* **Exercise brief**
Write out exactly the lines of the entries below from the one holding "middle pip: (164, 134)" to the one holding "pinky tip: (131, 203)", inclusive, and leave out all other lines.

[[ Data supplied open ]]

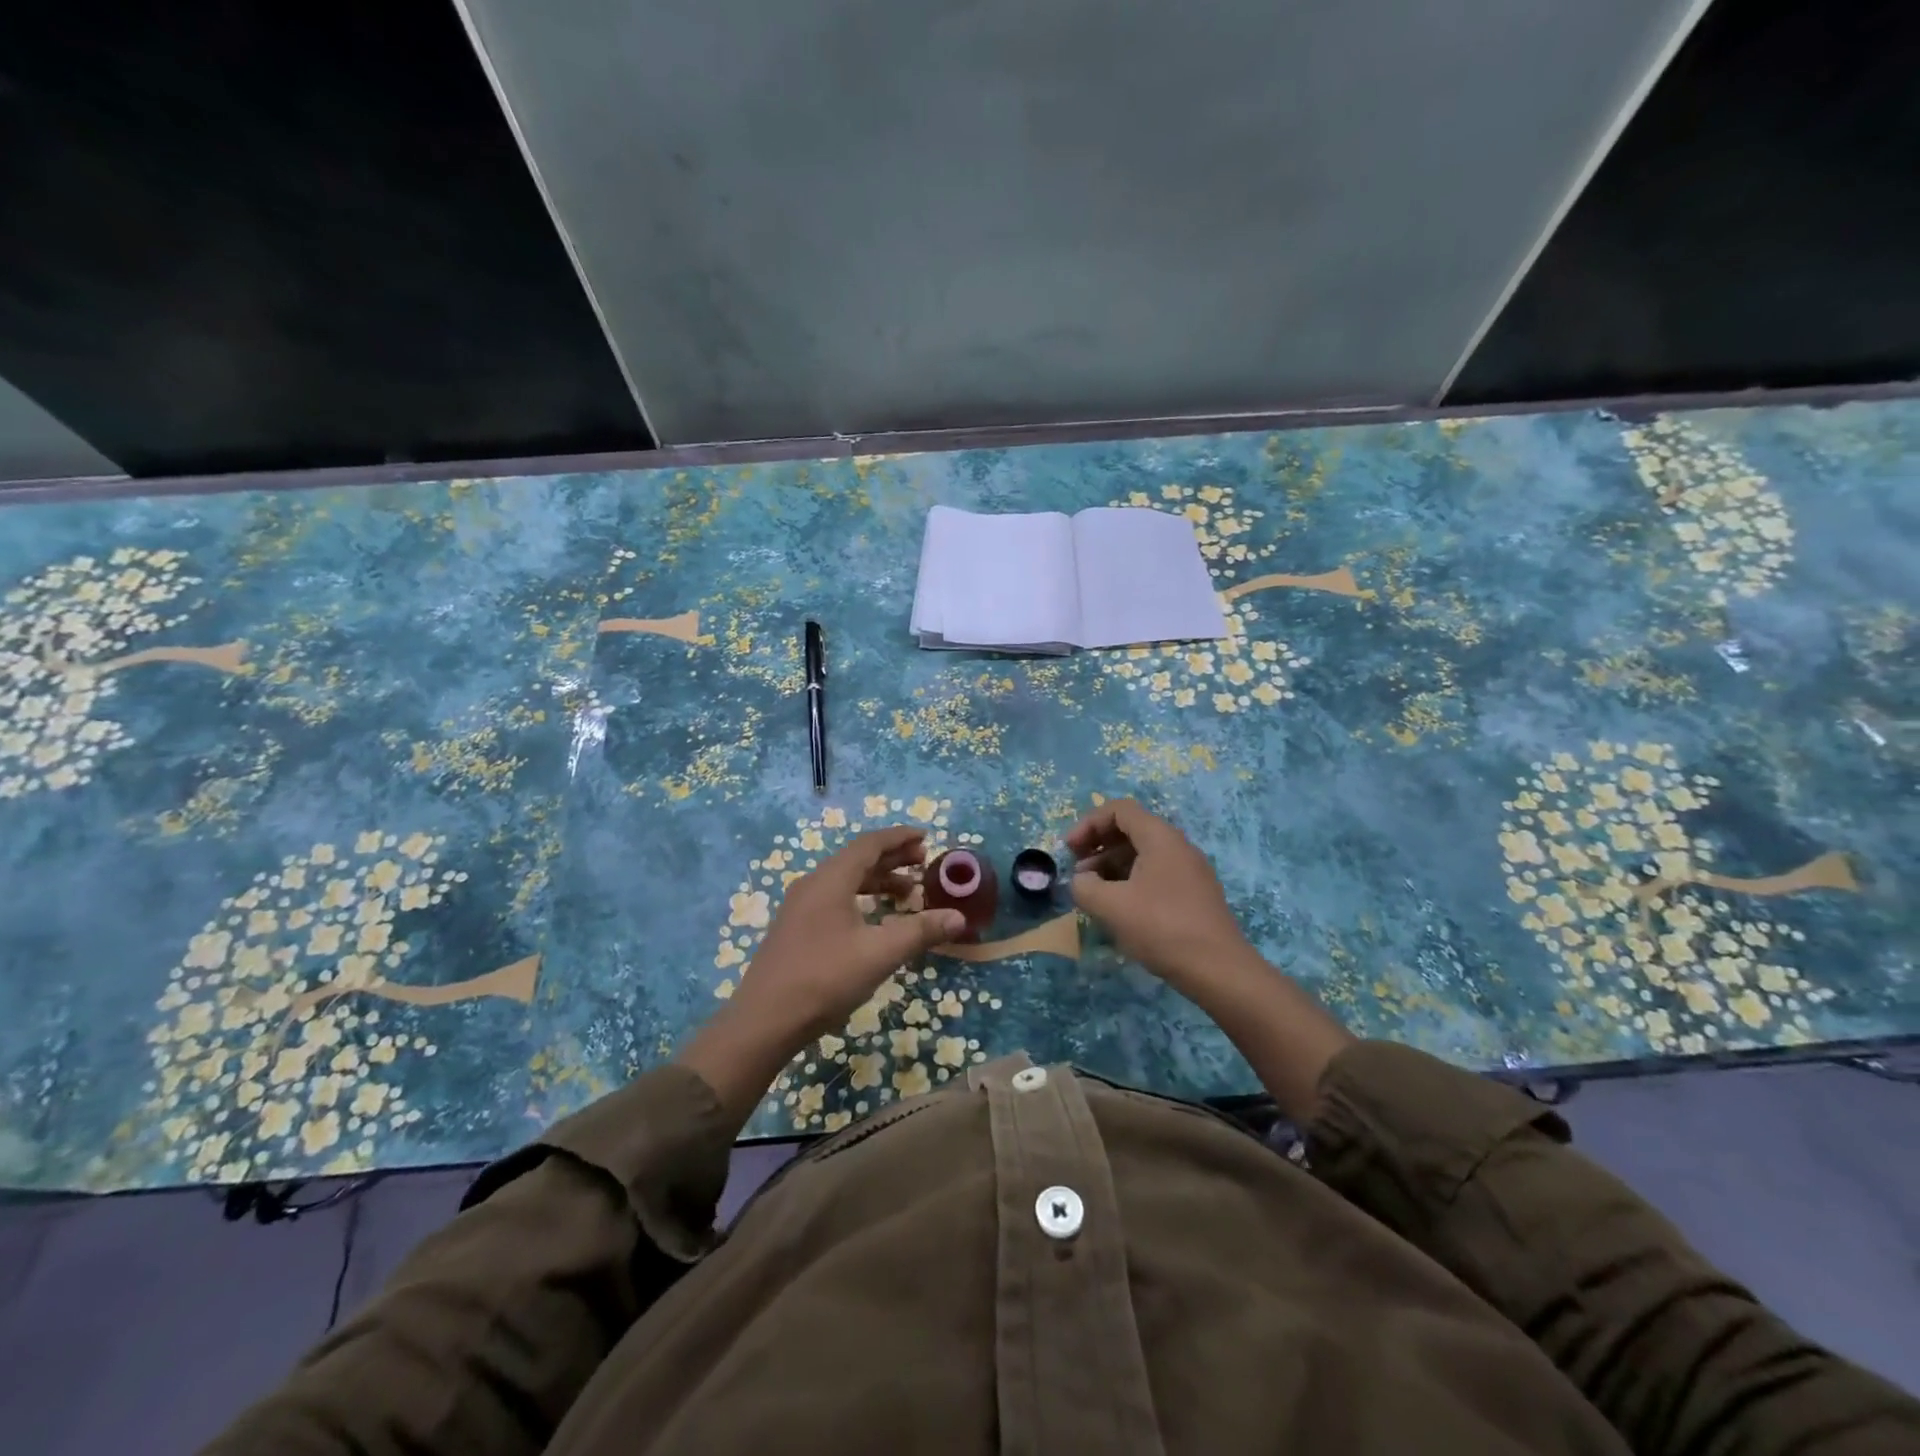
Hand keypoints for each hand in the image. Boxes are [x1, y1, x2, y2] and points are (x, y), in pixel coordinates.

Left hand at [681, 826, 965, 1126]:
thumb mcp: (880, 954)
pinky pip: (835, 898)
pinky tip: (876, 919)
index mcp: (831, 879)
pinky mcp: (796, 928)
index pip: (869, 844)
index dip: (899, 838)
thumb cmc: (824, 978)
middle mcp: (813, 884)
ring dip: (878, 880)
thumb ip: (920, 931)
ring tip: (908, 893)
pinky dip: (862, 898)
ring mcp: (800, 907)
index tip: (925, 836)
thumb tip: (959, 918)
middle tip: (923, 862)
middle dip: (892, 858)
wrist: (764, 1021)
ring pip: (846, 880)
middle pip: (857, 859)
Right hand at [1067, 798, 1254, 989]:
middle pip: (1131, 829)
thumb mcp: (1111, 906)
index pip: (1119, 810)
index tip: (1069, 850)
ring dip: (1112, 866)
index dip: (1088, 823)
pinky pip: (1156, 875)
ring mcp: (1189, 871)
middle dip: (1098, 845)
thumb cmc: (1161, 928)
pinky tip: (1119, 909)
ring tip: (1093, 893)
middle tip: (1078, 871)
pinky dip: (1130, 882)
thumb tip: (1081, 880)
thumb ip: (1084, 886)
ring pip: (1143, 854)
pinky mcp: (1194, 895)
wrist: (1219, 970)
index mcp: (1160, 838)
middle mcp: (1178, 846)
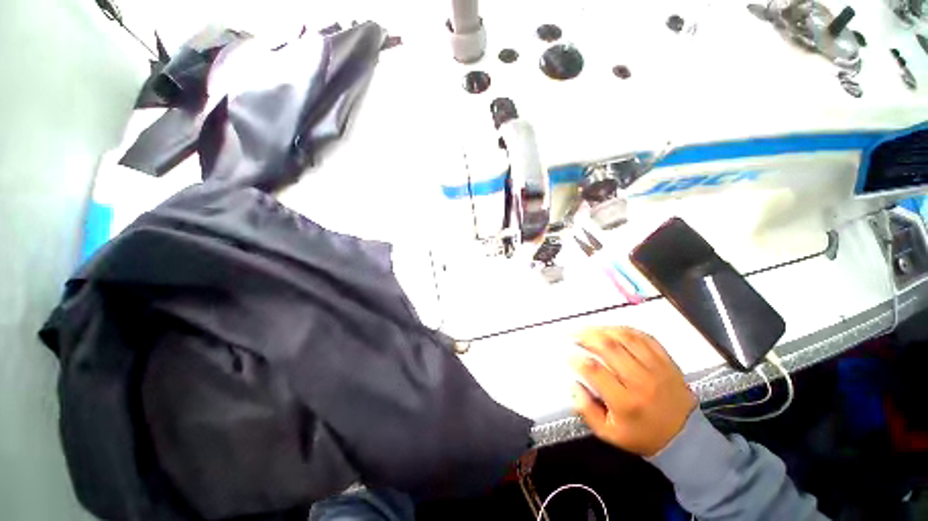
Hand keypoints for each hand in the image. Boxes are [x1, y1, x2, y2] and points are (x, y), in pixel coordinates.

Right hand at [570, 327, 696, 456]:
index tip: (567, 355)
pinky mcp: (666, 360)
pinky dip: (624, 329)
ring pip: (625, 337)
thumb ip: (586, 410)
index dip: (576, 359)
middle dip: (585, 336)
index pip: (595, 371)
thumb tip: (573, 385)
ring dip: (602, 329)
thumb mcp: (609, 433)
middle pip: (608, 347)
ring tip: (587, 329)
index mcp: (626, 402)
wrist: (685, 437)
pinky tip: (611, 329)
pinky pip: (643, 337)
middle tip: (571, 334)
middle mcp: (641, 381)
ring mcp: (656, 368)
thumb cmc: (641, 435)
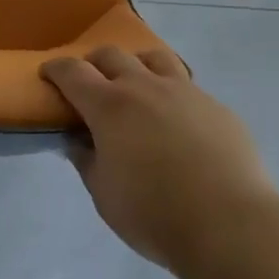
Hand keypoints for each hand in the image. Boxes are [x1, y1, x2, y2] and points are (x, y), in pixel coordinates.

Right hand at [41, 46, 276, 270]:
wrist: (229, 223)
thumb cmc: (154, 214)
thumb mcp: (104, 196)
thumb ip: (87, 161)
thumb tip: (78, 141)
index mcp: (110, 106)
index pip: (73, 72)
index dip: (57, 69)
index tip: (48, 73)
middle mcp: (144, 86)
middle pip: (112, 55)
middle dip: (94, 63)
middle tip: (90, 82)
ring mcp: (184, 91)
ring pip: (154, 58)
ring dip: (136, 65)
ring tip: (136, 85)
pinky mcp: (215, 105)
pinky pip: (187, 86)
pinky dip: (172, 93)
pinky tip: (177, 120)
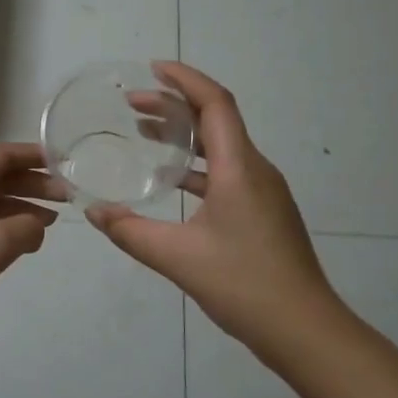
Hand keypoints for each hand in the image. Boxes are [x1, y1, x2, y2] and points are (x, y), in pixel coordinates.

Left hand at [0, 142, 63, 356]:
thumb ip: (25, 228)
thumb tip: (38, 225)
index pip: (2, 155)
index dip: (34, 156)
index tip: (65, 163)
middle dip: (32, 184)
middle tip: (66, 198)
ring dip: (20, 208)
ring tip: (52, 222)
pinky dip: (4, 230)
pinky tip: (22, 245)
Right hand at [87, 63, 340, 355]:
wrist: (303, 328)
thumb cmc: (243, 284)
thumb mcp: (177, 258)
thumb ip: (130, 232)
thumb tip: (93, 212)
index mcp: (240, 168)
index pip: (215, 103)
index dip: (184, 80)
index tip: (152, 69)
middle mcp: (256, 171)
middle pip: (217, 121)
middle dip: (175, 106)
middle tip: (133, 106)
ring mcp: (264, 193)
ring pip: (222, 149)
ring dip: (185, 137)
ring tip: (145, 136)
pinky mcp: (264, 214)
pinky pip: (227, 173)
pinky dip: (197, 168)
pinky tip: (172, 184)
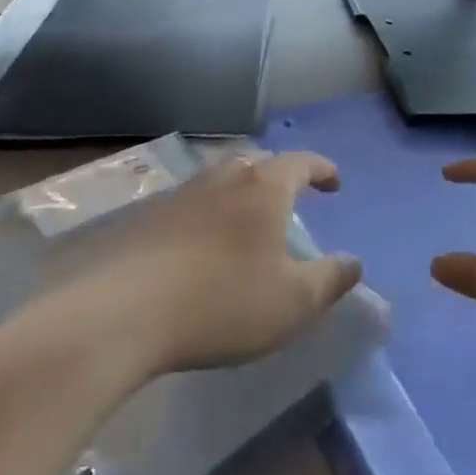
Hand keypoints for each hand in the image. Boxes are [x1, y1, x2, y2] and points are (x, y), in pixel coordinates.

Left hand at [77, 153, 362, 374]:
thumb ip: (330, 280)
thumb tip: (353, 263)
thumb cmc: (222, 302)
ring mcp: (177, 195)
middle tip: (288, 196)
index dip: (321, 169)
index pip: (300, 163)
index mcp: (262, 188)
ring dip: (237, 192)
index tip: (334, 182)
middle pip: (254, 162)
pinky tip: (200, 244)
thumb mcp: (293, 302)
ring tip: (245, 220)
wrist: (121, 312)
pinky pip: (187, 205)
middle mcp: (220, 179)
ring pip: (217, 180)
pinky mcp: (144, 218)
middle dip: (277, 175)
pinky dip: (205, 214)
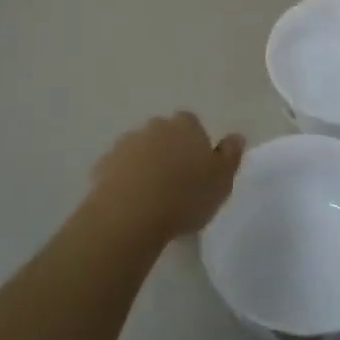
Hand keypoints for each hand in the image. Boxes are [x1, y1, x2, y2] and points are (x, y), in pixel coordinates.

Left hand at [83, 112, 244, 247]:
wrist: (130, 215)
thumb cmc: (184, 196)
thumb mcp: (221, 180)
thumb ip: (230, 155)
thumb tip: (236, 136)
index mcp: (185, 126)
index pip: (192, 124)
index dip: (196, 143)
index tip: (199, 167)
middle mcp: (154, 127)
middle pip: (164, 134)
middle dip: (169, 150)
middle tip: (177, 182)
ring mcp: (125, 144)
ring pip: (140, 150)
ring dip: (146, 164)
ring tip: (153, 196)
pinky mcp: (102, 165)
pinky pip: (118, 169)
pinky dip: (125, 180)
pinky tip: (131, 203)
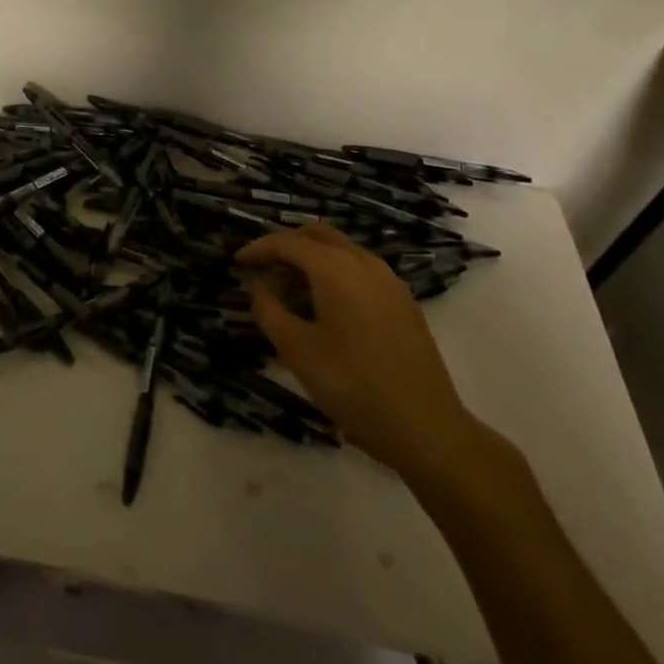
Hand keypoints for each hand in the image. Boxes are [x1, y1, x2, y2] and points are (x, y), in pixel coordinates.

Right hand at [237, 224, 481, 481]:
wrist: (427, 428)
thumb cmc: (353, 386)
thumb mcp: (297, 350)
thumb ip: (269, 311)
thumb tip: (259, 287)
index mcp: (334, 267)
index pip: (286, 242)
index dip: (257, 249)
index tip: (236, 263)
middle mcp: (363, 262)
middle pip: (316, 235)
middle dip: (286, 246)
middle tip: (263, 271)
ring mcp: (388, 281)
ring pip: (341, 251)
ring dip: (311, 260)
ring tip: (290, 293)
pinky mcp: (404, 302)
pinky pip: (360, 270)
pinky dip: (335, 274)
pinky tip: (326, 309)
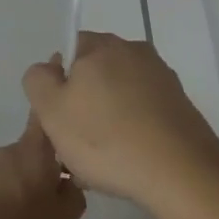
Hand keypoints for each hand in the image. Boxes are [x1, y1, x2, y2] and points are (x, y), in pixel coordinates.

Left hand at [0, 117, 86, 218]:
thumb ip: (73, 196)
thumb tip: (70, 182)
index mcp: (34, 149)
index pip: (46, 117)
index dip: (60, 118)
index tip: (76, 131)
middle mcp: (9, 151)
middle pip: (37, 149)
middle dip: (53, 167)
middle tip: (68, 195)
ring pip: (21, 171)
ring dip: (34, 188)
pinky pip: (4, 187)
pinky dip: (15, 201)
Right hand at [22, 32, 218, 207]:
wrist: (180, 172)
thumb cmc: (105, 139)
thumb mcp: (51, 111)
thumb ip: (38, 80)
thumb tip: (49, 69)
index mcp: (102, 45)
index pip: (70, 49)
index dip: (58, 83)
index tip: (58, 116)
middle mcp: (135, 52)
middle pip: (96, 73)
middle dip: (83, 103)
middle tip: (74, 143)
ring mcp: (162, 78)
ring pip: (120, 96)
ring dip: (107, 120)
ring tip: (101, 161)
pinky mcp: (180, 105)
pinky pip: (143, 113)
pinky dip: (132, 131)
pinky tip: (128, 162)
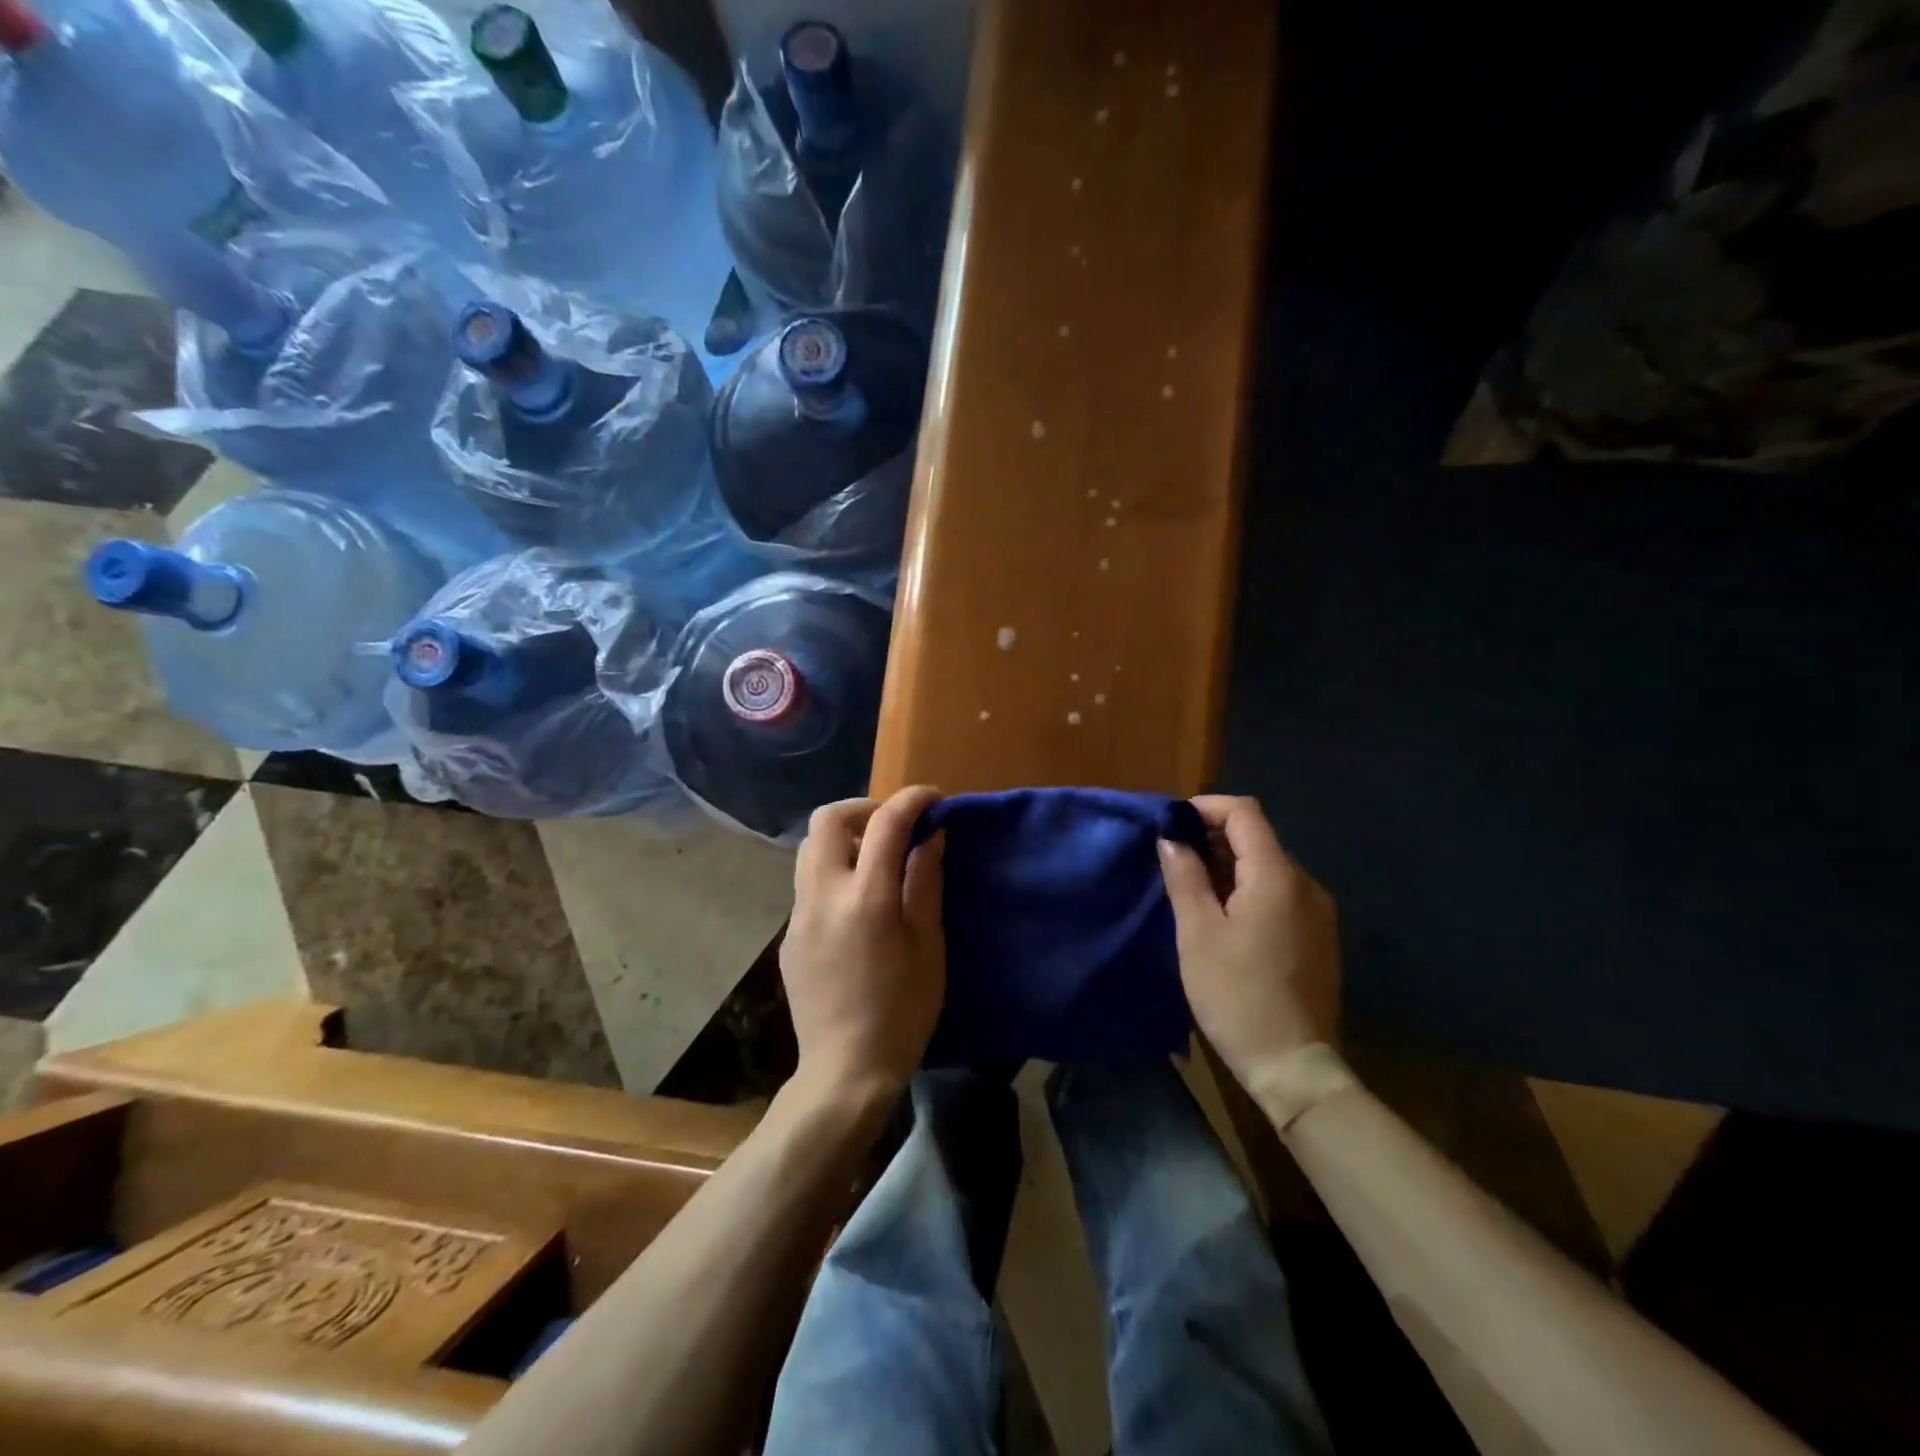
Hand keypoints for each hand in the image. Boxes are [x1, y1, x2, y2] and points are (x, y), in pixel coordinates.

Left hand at [782, 786, 945, 1106]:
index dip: (912, 800)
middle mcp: (823, 895)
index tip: (932, 799)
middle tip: (893, 827)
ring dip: (843, 838)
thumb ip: (925, 883)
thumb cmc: (902, 1012)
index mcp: (866, 898)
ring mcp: (799, 915)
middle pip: (827, 819)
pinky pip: (808, 884)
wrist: (845, 1071)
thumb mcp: (929, 946)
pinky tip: (857, 905)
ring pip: (810, 848)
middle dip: (863, 809)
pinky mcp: (789, 935)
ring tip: (875, 862)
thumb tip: (930, 836)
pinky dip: (833, 872)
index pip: (886, 823)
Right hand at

[[ Data supplied closed ]]

* **Reply**
middle pip: (164, 134)
middle dip: (169, 150)
middle tip: (177, 182)
ring mcp: (125, 144)
ring pip: (140, 150)
ring dip: (146, 164)
ring tip: (153, 196)
pinky mcp: (102, 165)
pinky pip: (118, 169)
pinky dip: (125, 180)
pinky tip: (131, 203)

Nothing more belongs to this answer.